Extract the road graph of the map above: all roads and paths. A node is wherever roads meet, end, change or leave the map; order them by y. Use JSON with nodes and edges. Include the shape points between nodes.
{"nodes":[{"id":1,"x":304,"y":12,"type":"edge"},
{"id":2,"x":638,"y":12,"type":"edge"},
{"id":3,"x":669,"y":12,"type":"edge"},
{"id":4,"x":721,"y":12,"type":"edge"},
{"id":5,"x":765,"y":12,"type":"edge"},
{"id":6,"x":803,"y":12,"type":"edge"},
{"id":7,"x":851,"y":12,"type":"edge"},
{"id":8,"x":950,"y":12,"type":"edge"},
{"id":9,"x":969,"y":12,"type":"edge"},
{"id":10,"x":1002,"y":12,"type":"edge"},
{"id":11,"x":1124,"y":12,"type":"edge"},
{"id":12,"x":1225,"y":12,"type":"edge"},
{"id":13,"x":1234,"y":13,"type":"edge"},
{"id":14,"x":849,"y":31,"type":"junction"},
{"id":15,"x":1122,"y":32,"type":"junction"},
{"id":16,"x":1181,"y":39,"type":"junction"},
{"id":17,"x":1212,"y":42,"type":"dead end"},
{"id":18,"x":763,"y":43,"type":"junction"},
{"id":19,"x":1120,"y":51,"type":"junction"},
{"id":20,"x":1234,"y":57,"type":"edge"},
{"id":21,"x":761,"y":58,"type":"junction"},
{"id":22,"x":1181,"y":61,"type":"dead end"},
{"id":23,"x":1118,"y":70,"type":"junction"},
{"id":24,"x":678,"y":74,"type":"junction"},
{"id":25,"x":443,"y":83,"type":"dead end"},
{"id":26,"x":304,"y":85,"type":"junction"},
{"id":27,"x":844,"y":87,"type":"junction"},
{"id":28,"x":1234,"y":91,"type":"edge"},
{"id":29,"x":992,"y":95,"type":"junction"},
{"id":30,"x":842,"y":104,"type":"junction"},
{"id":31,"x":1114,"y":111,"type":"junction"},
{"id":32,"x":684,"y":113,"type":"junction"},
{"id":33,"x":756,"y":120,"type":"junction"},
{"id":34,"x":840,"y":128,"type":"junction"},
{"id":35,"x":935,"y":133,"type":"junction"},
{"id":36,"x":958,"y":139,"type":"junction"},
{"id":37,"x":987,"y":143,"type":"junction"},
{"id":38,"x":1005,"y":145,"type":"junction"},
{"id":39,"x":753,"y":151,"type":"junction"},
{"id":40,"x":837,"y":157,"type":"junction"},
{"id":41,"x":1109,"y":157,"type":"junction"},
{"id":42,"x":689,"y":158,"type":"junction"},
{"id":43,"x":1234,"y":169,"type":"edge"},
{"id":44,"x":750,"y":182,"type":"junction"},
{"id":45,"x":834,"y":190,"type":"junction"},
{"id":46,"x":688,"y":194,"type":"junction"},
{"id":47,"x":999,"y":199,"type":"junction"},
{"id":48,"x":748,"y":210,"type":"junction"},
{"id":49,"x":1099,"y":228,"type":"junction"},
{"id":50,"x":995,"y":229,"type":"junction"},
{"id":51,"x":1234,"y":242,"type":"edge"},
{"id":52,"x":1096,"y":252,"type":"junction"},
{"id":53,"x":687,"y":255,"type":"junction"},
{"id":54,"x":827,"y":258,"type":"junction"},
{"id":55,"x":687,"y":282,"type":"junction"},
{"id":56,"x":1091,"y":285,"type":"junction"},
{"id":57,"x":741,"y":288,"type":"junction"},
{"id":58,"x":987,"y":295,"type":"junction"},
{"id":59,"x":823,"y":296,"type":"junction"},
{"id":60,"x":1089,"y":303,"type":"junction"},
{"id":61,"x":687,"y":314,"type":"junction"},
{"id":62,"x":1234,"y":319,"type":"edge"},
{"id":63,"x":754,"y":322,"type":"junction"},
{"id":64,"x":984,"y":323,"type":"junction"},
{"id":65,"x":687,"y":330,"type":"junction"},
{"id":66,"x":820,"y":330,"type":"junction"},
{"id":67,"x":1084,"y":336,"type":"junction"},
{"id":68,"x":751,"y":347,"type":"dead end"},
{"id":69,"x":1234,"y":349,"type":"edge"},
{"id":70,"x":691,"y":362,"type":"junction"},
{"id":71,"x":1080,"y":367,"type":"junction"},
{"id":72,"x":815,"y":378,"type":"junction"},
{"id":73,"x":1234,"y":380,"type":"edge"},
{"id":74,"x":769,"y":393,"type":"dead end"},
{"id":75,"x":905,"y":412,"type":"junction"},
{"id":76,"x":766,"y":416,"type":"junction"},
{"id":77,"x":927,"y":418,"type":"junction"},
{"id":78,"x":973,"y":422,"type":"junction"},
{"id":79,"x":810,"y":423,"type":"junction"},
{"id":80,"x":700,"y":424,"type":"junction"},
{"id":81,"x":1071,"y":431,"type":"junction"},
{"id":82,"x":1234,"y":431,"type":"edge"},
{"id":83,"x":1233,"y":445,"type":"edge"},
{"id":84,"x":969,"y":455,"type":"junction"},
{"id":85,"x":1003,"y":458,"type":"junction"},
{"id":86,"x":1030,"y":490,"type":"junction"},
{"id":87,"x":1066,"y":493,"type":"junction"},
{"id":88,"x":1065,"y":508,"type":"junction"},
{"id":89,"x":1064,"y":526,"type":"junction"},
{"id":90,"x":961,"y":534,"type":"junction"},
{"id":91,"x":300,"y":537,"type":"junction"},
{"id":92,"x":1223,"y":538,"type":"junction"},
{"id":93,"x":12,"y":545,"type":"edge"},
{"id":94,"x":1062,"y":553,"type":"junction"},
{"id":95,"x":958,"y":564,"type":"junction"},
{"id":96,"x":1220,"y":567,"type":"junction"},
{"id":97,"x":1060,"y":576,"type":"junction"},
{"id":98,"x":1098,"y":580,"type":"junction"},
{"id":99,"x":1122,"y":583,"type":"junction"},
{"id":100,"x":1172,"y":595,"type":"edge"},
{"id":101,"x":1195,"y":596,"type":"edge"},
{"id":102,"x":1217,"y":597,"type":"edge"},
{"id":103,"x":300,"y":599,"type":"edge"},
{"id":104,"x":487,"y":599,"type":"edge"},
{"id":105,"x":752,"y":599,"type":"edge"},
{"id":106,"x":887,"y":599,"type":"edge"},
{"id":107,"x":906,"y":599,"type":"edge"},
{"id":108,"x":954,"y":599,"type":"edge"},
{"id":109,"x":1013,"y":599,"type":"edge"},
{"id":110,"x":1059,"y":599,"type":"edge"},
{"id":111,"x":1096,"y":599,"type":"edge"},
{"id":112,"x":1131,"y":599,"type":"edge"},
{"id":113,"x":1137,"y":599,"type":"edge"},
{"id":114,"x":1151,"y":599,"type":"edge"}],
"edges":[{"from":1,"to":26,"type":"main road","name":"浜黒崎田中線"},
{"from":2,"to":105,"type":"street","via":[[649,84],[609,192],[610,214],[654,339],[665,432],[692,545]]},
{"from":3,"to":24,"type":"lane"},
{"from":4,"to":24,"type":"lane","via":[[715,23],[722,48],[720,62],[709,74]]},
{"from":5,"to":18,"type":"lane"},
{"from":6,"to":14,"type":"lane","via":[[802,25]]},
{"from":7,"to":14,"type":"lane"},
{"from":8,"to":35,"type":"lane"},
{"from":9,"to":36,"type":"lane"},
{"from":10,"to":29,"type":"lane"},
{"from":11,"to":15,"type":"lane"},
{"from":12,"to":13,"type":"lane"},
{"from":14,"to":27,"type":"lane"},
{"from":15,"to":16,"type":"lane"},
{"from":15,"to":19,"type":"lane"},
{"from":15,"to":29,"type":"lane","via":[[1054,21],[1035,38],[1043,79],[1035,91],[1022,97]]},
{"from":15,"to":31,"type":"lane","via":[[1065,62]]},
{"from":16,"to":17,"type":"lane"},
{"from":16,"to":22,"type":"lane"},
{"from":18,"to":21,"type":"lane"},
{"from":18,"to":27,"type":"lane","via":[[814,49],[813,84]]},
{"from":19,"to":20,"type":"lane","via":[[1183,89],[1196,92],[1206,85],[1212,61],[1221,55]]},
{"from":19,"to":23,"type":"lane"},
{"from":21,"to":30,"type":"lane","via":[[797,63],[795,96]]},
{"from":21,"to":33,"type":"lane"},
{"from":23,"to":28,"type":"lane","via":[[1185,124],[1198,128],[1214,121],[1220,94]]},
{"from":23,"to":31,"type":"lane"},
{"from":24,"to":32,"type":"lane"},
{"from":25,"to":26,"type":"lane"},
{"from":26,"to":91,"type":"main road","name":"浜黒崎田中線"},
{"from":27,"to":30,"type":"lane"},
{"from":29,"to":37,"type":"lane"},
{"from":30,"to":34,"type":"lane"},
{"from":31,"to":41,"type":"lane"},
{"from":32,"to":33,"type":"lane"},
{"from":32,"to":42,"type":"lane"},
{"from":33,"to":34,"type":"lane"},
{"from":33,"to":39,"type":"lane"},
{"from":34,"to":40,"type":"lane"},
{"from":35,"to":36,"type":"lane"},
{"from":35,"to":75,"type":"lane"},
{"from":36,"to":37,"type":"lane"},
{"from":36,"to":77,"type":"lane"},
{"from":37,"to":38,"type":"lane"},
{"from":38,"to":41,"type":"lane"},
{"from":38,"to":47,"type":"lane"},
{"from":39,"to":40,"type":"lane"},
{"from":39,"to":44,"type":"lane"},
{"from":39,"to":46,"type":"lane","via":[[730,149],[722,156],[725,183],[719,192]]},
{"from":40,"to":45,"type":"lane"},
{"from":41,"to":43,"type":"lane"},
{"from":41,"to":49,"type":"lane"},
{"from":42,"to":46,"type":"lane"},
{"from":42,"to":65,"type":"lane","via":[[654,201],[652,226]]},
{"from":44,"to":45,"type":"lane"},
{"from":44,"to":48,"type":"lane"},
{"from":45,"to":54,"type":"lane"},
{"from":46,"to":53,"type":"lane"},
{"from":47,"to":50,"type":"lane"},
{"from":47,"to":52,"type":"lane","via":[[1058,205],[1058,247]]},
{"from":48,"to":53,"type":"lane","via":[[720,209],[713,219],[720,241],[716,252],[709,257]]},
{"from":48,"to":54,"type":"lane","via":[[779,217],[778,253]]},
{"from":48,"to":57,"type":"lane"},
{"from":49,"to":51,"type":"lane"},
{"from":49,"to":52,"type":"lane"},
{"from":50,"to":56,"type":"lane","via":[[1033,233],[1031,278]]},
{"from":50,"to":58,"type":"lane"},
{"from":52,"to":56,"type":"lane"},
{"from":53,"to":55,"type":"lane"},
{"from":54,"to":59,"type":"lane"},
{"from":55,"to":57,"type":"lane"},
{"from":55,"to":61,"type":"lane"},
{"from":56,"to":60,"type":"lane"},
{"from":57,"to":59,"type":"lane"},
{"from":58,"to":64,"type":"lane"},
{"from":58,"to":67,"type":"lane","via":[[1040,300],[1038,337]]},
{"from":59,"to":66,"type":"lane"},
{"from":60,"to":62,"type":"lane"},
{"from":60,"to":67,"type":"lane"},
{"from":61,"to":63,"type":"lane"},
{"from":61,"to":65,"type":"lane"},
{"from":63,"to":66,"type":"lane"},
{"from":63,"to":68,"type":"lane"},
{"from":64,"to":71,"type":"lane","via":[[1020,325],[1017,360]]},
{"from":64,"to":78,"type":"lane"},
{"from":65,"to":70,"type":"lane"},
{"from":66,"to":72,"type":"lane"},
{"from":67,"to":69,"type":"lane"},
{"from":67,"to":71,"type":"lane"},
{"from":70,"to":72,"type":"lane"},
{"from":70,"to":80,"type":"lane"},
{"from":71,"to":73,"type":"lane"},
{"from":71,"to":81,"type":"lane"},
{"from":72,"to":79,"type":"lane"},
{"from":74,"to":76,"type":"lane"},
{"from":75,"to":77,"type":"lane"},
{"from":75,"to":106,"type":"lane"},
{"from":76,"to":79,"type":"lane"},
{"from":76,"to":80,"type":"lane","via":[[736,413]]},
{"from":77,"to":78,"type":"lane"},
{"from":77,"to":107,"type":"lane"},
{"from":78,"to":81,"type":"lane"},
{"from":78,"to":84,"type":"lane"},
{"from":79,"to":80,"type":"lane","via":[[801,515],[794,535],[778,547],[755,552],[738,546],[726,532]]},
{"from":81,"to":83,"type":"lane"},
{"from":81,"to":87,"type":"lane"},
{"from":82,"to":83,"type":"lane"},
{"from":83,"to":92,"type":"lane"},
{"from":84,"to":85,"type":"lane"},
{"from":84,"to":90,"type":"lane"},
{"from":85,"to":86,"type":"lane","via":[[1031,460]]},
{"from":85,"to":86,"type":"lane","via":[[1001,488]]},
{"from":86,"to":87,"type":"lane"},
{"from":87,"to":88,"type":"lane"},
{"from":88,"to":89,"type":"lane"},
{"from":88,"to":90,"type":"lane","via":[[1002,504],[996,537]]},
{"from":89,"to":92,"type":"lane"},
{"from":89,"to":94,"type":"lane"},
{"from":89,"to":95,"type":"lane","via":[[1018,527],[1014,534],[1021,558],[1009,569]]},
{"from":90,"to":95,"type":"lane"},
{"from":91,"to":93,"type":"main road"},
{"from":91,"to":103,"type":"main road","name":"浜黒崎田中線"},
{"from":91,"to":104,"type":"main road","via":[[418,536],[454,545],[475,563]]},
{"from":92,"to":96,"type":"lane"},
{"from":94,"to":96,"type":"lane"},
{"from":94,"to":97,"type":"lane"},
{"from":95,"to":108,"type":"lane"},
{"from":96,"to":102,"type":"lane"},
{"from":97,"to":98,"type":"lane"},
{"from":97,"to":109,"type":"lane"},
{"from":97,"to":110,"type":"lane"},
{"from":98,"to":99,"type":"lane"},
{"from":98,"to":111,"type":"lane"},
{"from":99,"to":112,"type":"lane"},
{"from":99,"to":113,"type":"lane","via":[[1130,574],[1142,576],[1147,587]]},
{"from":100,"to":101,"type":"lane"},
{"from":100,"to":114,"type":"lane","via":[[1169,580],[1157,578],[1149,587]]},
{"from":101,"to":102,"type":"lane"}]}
·····
Problem to solve
Copy each line of the listing that includes "edges".

Reply to the task
Extract the road graph of the map above: all roads and paths. A node is wherever roads meet, end, change or leave the map; order them by y. Use JSON with nodes and edges. Include the shape points between nodes.
"edges":[{"from":1,"to":26,"type":"main road","name":"浜黒崎田中線"},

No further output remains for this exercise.